Data for this exercise ->
____________________

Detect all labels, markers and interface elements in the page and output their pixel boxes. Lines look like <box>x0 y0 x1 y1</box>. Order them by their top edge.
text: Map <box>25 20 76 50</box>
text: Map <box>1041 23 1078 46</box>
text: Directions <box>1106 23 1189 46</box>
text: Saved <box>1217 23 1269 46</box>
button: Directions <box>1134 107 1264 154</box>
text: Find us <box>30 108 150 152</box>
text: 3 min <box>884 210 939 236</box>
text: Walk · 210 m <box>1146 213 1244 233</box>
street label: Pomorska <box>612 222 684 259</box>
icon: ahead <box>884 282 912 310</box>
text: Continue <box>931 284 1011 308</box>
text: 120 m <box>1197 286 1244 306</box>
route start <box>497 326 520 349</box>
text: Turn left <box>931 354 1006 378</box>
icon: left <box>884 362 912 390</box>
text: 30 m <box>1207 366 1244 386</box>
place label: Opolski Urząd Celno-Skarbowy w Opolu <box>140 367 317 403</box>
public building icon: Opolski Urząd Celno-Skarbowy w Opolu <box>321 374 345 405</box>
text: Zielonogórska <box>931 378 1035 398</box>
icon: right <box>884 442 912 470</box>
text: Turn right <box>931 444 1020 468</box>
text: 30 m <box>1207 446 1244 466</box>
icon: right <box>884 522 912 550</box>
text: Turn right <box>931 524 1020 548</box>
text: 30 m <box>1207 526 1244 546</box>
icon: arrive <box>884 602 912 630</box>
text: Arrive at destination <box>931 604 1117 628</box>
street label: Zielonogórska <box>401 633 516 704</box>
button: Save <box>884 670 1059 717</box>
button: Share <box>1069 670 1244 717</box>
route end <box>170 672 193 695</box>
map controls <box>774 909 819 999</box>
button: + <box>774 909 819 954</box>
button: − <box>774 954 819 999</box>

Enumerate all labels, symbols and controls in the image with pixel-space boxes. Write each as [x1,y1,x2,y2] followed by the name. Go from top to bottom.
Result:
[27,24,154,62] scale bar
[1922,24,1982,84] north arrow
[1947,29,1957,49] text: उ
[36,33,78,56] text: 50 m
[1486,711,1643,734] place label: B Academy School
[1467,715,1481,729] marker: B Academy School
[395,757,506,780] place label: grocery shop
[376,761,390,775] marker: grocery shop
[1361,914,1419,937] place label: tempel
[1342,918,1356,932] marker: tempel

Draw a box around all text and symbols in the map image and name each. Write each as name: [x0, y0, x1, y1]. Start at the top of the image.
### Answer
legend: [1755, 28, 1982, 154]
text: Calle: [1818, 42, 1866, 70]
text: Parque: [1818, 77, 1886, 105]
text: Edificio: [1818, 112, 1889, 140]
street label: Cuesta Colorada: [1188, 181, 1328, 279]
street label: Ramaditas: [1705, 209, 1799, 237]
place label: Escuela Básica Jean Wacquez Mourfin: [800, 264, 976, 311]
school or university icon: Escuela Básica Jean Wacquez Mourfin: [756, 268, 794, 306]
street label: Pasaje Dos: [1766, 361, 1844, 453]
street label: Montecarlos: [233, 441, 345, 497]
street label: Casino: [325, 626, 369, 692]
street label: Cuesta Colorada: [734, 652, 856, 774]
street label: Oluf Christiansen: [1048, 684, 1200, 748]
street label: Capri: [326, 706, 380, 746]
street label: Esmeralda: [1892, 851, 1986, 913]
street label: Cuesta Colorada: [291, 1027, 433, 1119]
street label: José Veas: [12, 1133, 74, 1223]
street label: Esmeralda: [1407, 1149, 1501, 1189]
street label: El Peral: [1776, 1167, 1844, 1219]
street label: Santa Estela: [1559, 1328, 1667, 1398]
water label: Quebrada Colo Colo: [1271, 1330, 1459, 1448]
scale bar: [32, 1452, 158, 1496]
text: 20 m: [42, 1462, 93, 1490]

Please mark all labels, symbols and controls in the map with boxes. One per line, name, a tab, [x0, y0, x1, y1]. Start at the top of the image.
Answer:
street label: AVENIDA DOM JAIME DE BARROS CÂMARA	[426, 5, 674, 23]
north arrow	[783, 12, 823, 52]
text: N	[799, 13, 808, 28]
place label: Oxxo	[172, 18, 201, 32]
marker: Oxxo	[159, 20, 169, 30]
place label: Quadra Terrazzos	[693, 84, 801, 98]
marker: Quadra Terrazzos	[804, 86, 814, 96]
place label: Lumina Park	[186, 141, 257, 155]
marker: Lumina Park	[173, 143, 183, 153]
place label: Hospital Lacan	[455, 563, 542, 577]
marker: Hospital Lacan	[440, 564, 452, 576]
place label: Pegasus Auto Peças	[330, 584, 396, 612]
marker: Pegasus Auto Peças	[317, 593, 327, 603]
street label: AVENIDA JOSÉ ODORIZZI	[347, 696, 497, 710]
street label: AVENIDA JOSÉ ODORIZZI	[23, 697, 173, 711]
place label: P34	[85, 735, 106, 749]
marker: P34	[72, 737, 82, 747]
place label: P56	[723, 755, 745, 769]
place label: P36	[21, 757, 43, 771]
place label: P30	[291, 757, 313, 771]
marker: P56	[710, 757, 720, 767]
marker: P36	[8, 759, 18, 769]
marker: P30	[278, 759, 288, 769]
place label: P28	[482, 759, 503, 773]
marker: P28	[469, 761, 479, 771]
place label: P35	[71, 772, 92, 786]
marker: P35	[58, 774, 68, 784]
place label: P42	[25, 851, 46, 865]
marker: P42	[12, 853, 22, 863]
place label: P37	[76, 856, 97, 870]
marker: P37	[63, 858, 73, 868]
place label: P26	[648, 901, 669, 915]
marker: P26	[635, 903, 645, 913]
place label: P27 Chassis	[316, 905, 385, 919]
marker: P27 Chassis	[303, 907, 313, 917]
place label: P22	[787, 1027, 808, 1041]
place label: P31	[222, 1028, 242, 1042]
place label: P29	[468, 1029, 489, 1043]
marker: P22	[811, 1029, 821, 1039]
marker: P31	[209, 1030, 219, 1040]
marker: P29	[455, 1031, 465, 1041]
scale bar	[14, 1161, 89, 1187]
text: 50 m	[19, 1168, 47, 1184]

____________________

Exercise brief ->
Look over the entries above and count the lines where the word "Chassis" appears, then report only that count.

Response area ->
2